Of course, a realistic amount of fear can be healthy considering the negative long-term repercussions of a serious fall. It is necessary to distinguish what a healthy level of fear looks like and how to determine when it becomes pathological. The DSM-V categorizes a pathological fear of falling as a specific phobia.4 To meet this diagnosis, your patient must present with a fear of falling that causes clinically significant distress or impairment, patterns of avoidance for 6 months or longer, and their fear must be out of proportion to the actual danger posed.
Your patient’s history is a helpful way to gauge if their fear is disproportionate to their situation. If a patient had a recent fall, their fear will be greater than was true previously but if they have drastically limited their activity with no basis (no change in function or fall history), you might have identified a potential problem that warrants clinical attention.

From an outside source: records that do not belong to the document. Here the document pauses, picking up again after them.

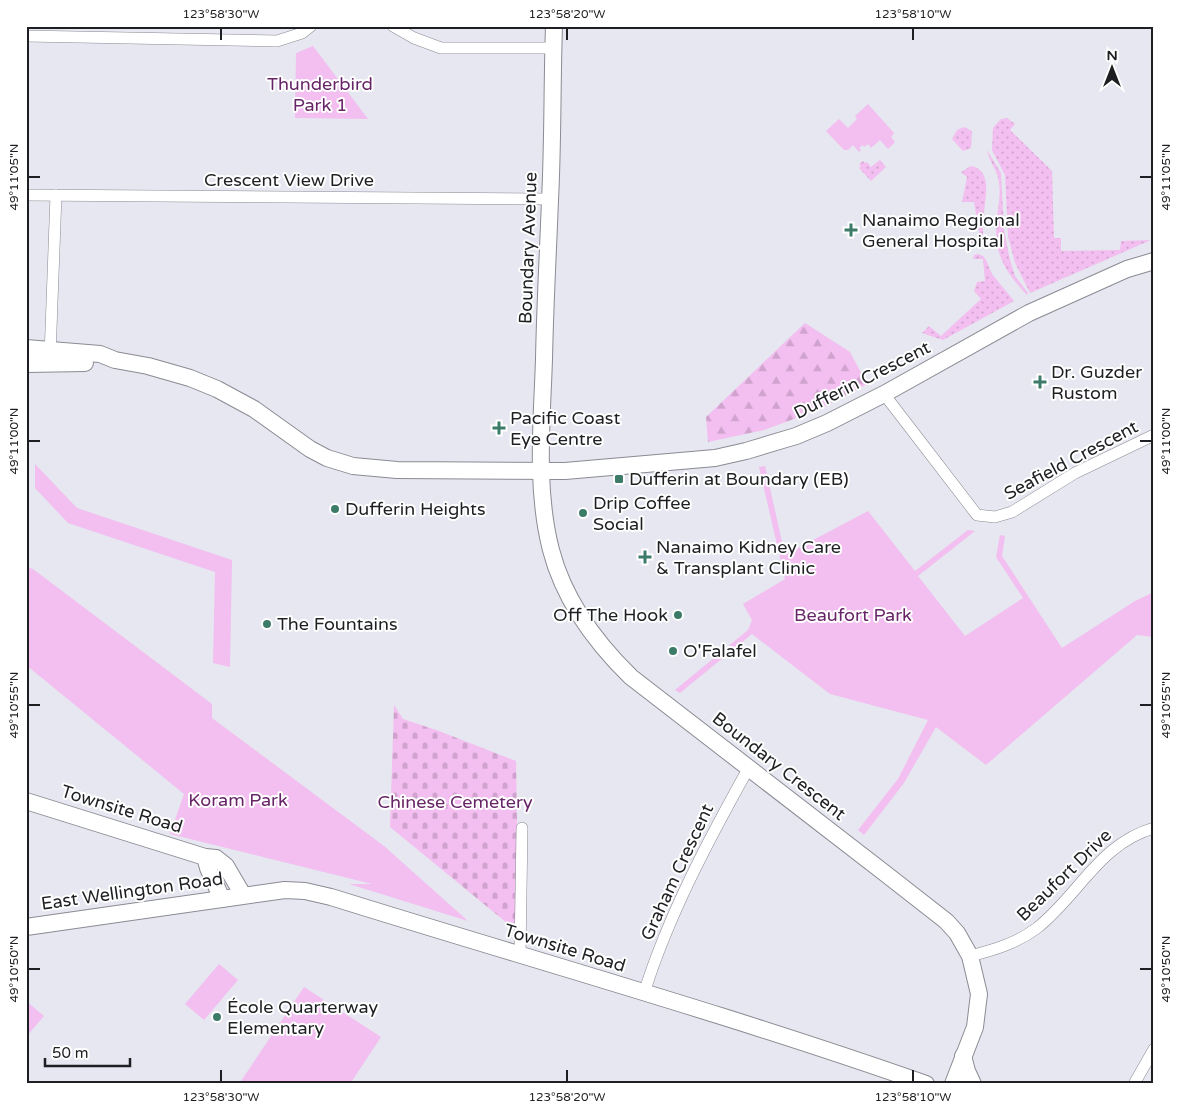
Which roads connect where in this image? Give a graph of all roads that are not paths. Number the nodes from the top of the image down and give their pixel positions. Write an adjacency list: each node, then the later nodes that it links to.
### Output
1 (311, 26): 4 (street)
2 (393, 26): 5 (street)
3 (554, 26): 5 (street, Boundary Avenue)
4 (26, 36)
5 (553, 48): 8 (street, Boundary Avenue)
6 (26, 195): 7 (street, Crescent View Drive)
7 (56, 195): 8 (street, Crescent View Drive); 11 (street)
8 (550, 200): 15 (street, Boundary Avenue)
9 (1154, 260): 13 (street, Dufferin Crescent)
10 (26, 348): 11 (street, Dufferin Crescent)
11 (50, 357): 12 (street, Dufferin Crescent); 15 (street, Dufferin Crescent)
12 (26, 364)
13 (884, 394): 14 (street, Seafield Crescent); 15 (street, Dufferin Crescent)
14 (1154, 435)
15 (542, 471): 16 (street, Boundary Crescent)
16 (748, 769): 25 (street, Boundary Crescent); 26 (street, Graham Crescent)
17 (26, 800): 20 (street, Townsite Road)
18 (522, 828): 24 (street)
19 (1154, 828): 25 (street, Beaufort Drive)
20 (205, 857): 21 (street, Townsite Road); 22 (street)
21 (243, 895): 22 (street, East Wellington Road); 24 (street, Townsite Road)
22 (222, 898): 23 (street, East Wellington Road)
23 (26, 927)
24 (520, 955): 26 (street, Townsite Road)
25 (970, 956): 28 (street, Boundary Crescent)
26 (644, 993): 29 (street, Townsite Road)
27 (1154, 1049): 32 (street)
28 (964, 1056): 30 (street, Boundary Crescent); 31 (street)
29 (926, 1084)
30 (953, 1084)
31 (974, 1084)
32 (1134, 1084)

If a patient has fallen or tells you they feel unsteady while walking, you will consider a full fall risk assessment.5 There are best practice guidelines like those from the American Geriatrics Society (AGS) and British Geriatrics Society (BGS).6 If, after careful examination, you determine that their risk of falling is relatively low but is accompanied by a disproportionate fear of falling, you might consider a different recommendation: cognitive behavioral therapy (CBT). CBT is remarkably effective in a fall-prevention and anxiety reduction and is regarded as the gold standard in managing fear of falling.7 In research with adults with a fear of falling, patients exposed to CBT demonstrated significant reductions in activity avoidance, disability, and actual falls compared to those who received treatment as usual.8
Consider bringing in a psychologist colleague for consultation or make a treatment referral for your patients that need psychological support. You can find professionals with expertise in phobias and CBT on APA’s Psychologist Locator or by searching the National Register of Health Service Psychologists for a local referral. In both searches, you just need a zip code, practice area (phobias), and treatment method (CBT) in order to find a mental health professional that is compatible with your patient’s needs. A fear of falling can be a protective factor but should not limit the wellbeing of your patients, especially when the fix is as close as your neighborhood psychologist.